This is almost the same as part VI, but we now add checks for @active?, which is what we use for turning off/on a field showing. We’re also adding get-wizard-fields, which uses @active? as well, but with simpler implementation details.

In render-field we grab any data from @branching and merge it into our field data that comes from initiation of the form and initiation of the rendering. We set it so that it overrides anything that exists in the default data for the field.

Adding our wizard

The wizard by itself is slightly involved, but is currently the least extendible part of ez-wire. I include it mostly for completeness sake.

Noteworthy about the wizard, is that it takes the other rendering functions for the form, wraps them and then either handles the rendering from there or unwraps it if the form is not a wizard, so as to incurr a minimum performance penalty.

(defn show-form-fn
  "Show the form with the fn chosen, can send in a new field-ks"
  ([form-fn {:keys [params form content]}]
   [form-fn params form content])
  ([form-fn current-step {:keys [form] :as args}]
   (swap! (:wizard form) assoc :current-step current-step)
   [show-form-fn form-fn args]))

(defn render-navigation [{:keys [step last-step? first-step? max-steps form button css button-props]}]
  (r/with-let [data (rf/subscribe [:ez-wire.form/on-valid (:id form)])
               valid-fn (get-in form [:options :wizard :valid-fn])]
    (let [valid? (helpers/valid? data)]
      [:div {:class (get css :pagination "pagination")}
       [:div {:class (get css :prev "prev")}
        [button {:disabled first-step?
                 :class (get css :button "btn primary")
                 :on-click #(reset! step (max 0 (dec @step)))}
         (t ::prev)]]
       [:div {:class (get css :next "next")}
        [button (merge
                 {:disabled (and last-step? (not valid?))
                  :class (get css :button)
                  :on-click #(cond (not last-step?)
                                   (reset! step (min max-steps (inc @step)))

                                   (and last-step? valid? valid-fn)
                                   (valid-fn @data)

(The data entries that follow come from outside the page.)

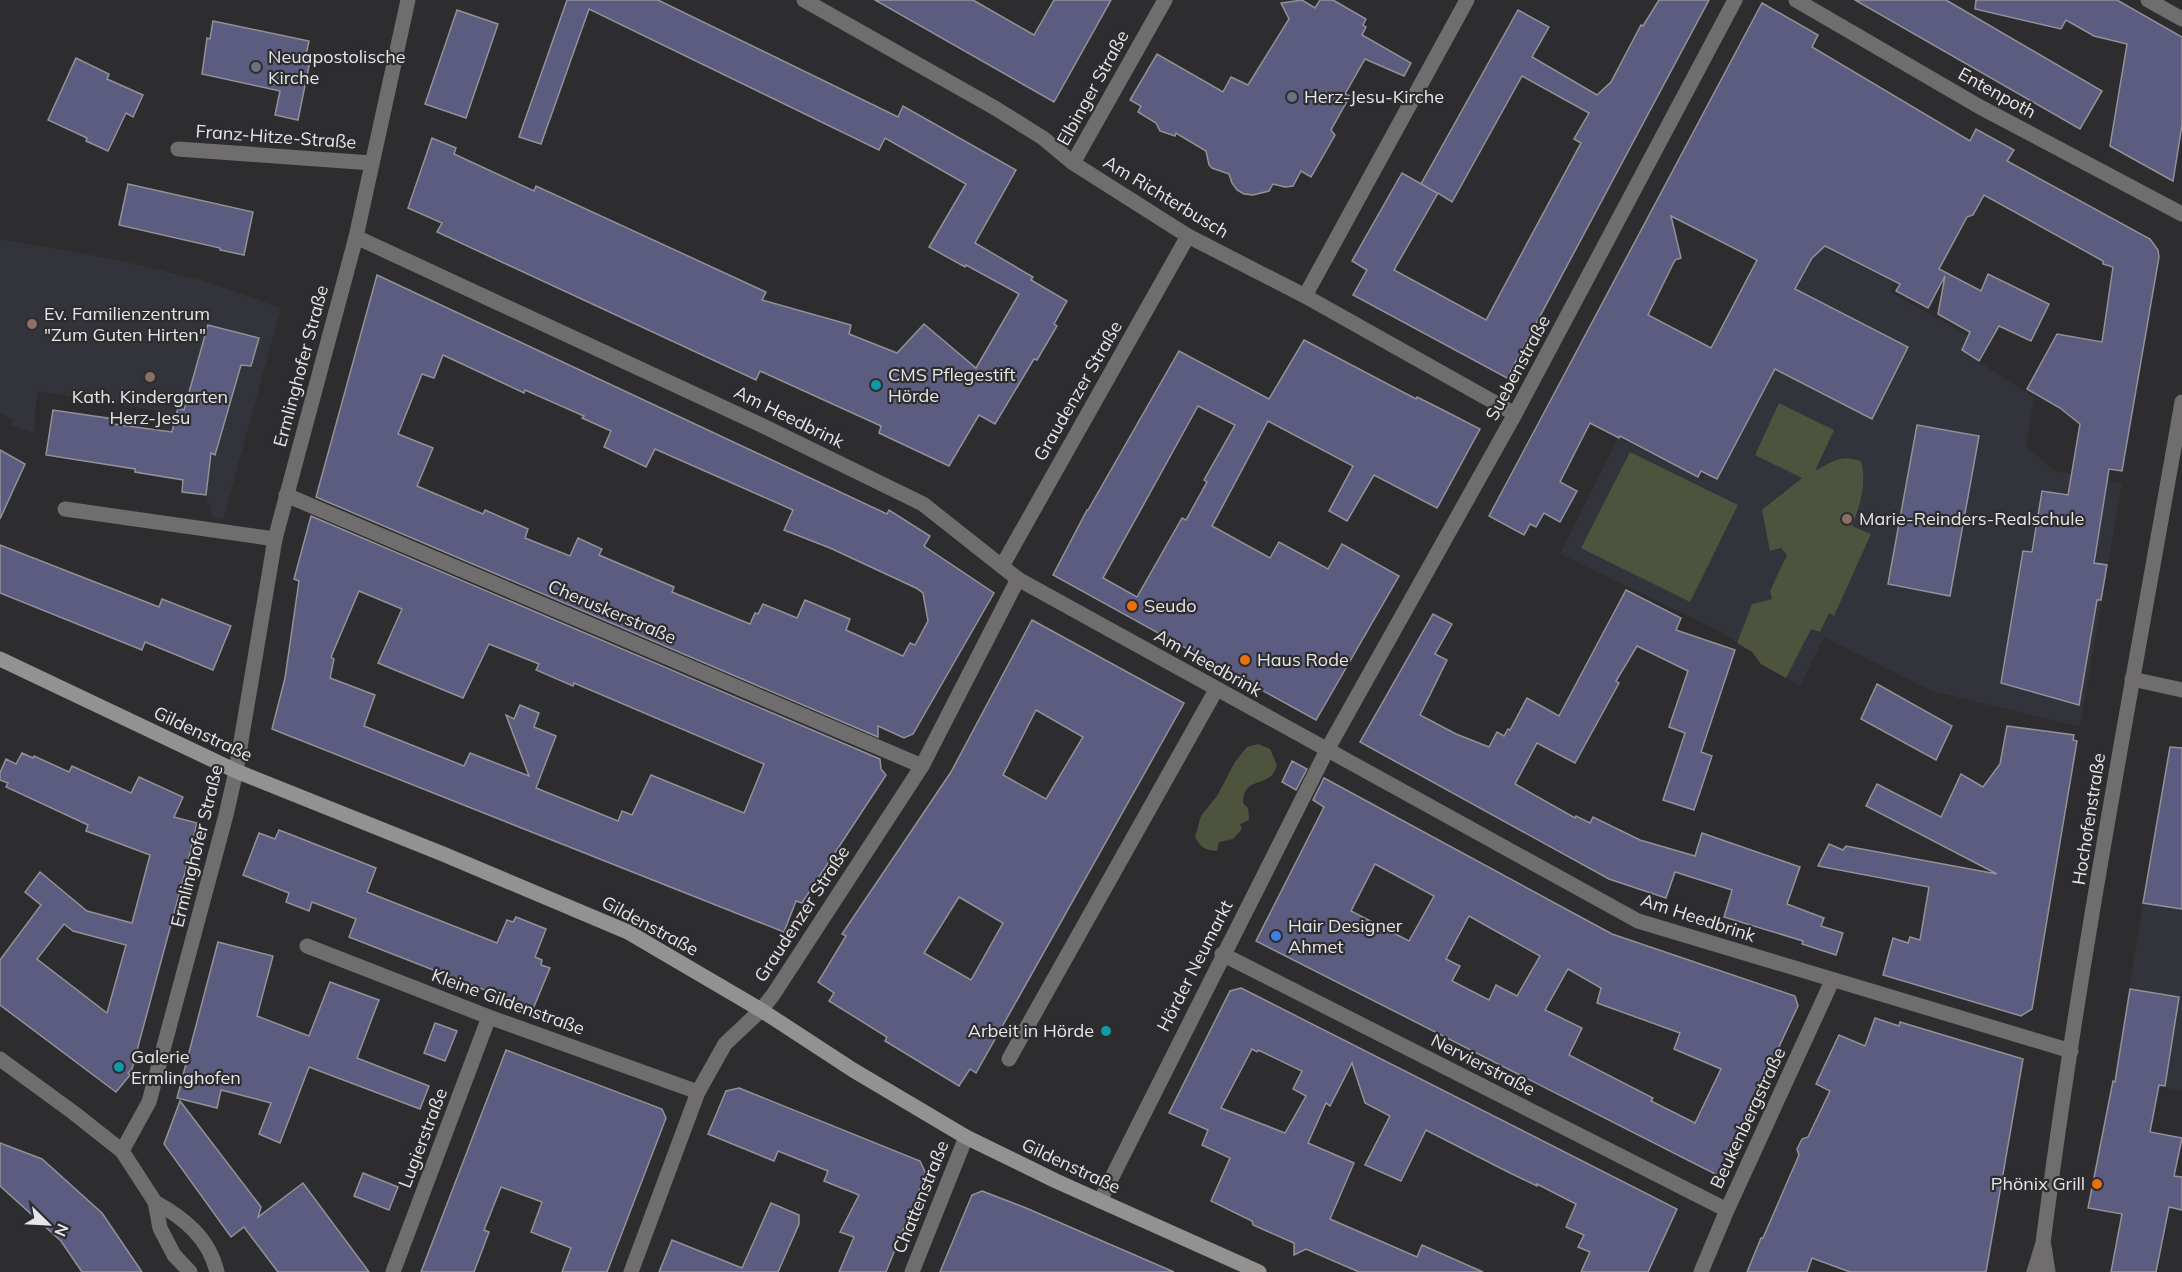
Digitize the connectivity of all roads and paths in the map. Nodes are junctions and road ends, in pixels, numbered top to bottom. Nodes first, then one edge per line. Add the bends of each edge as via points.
1 (408, 0) edge
2 (804, 0) edge
3 (1165, 0) edge
4 (1467, 0) edge
5 (1735, 0) edge
6 (1796, 0) edge
7 (2148, 0) edge
8 (2182, 19) edge
9 (178, 149) dead end
10 (372, 163) junction
11 (1073, 163) junction
12 (2182, 214) edge
13 (1188, 236) junction
14 (356, 237) junction
15 (1305, 296) junction
16 (2182, 402) edge
17 (1515, 414) junction
18 (286, 495) junction
19 (65, 509) dead end
20 (275, 539) junction
21 (1002, 566) junction
22 (1018, 579) junction
23 (0, 659) edge
24 (2132, 679) junction
25 (1216, 690) junction
26 (2182, 690) edge
27 (1326, 750) junction
28 (922, 766) junction
29 (236, 771) junction
30 (307, 946) dead end
31 (1222, 954) junction
32 (1832, 981) junction
33 (761, 1010) junction
34 (489, 1017) junction
35 (2071, 1051) junction
36 (0, 1059) edge
37 (1009, 1059) dead end
38 (698, 1092) junction
39 (966, 1137) junction
40 (122, 1151) junction
41 (1100, 1200) junction
42 (155, 1202) junction
43 (1727, 1210) junction
44 (2043, 1243) junction
45 (190, 1272) edge
46 (217, 1272) edge
47 (393, 1272) edge
48 (631, 1272) edge
49 (912, 1272) edge
50 (1259, 1272) edge
51 (1701, 1272) edge
52 (2034, 1272) edge
53 (2049, 1272) edge

1 - 10 street, Franz-Hitze-Straße
2 - 11 street, Am Richterbusch via 995,108 1043,138
3 - 11 street, Elbinger Straße
4 - 15 street
5 - 17 street, Suebenstraße
6 - 12 street, Entenpoth via 1980,107
7 - 8 street
9 - 10 street, Franz-Hitze-Straße
10 - 14 street, Franz-Hitze-Straße
11 - 13 street, Am Richterbusch
13 - 15 street, Am Richterbusch
13 - 21 street, Graudenzer Straße
14 - 18 street, Ermlinghofer Straße
14 - 21 street, Am Heedbrink via 748,418 923,504
15 - 17 street, Am Richterbusch
16 - 24 street, Hochofenstraße
17 - 27 street, Suebenstraße
18 - 20 street, Ermlinghofer Straße
18 - 28 street, Cheruskerstraße
19 - 20 street
20 - 29 street, Ermlinghofer Straße
21 - 22 street, Am Heedbrink
22 - 25 street, Am Heedbrink
22 - 28 street, Graudenzer Straße
23 - 29 main road, Gildenstraße
24 - 26 street
24 - 35 street, Hochofenstraße
25 - 27 street, Am Heedbrink
25 - 37 street
27 - 31 street, Hörder Neumarkt
27 - 32 street, Am Heedbrink via 1638,921
28 - 33 street, Graudenzer Straße
29 - 33 main road, Gildenstraße via 628,932
29 - 40 street, Ermlinghofer Straße via 149,1102
30 - 34 street, Kleine Gildenstraße
31 - 41 street, Hörder Neumarkt
31 - 43 street, Nervierstraße
32 - 35 street, Am Heedbrink
32 - 43 street, Beukenbergstraße
33 - 38 street, Graudenzer Straße via 725,1044
33 - 39 main road, Gildenstraße
34 - 38 street, Kleine Gildenstraße
34 - 47 street, Lugierstraße
35 - 44 street, Hochofenstraße
36 - 40 street
38 - 48 street, Graudenzer Straße
39 - 41 main road, Gildenstraße
39 - 49 street, Chattenstraße
40 - 42 street
41 - 50 main road, Gildenstraße
42 - 45 street via 160,1228 174,1255
42 - 46 street via 179,1215 201,1236
43 - 51 street, Beukenbergstraße
44 - 52 street, Hochofenstraße
44 - 53 street, Hochofenstraße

         (if (and last-step? valid?)
           (t :ez-wire.form/done)
           (t ::next))]]])))

(defn render-step [{:keys [step step-opts max-steps css] :as data}
                   form-fn {:keys [id] :as form} args]
  (let [{:keys [legend]} step-opts
        first-step? (zero? @step)
        last-step? (= (dec max-steps) @step)
        render-navigation (or (get-in form [:options :wizard :render-navigation])
    [:div {:class (get css :wizard "wizard")
           :key (str "wizard-" id)}
     [:div {:class (get css :legend "legend")} legend]
     [show-form-fn form-fn @step args]
     [render-navigation (assoc data
                               :first-step? first-step?
                               :last-step? last-step?
                               :form form
                               :max-steps max-steps)]]))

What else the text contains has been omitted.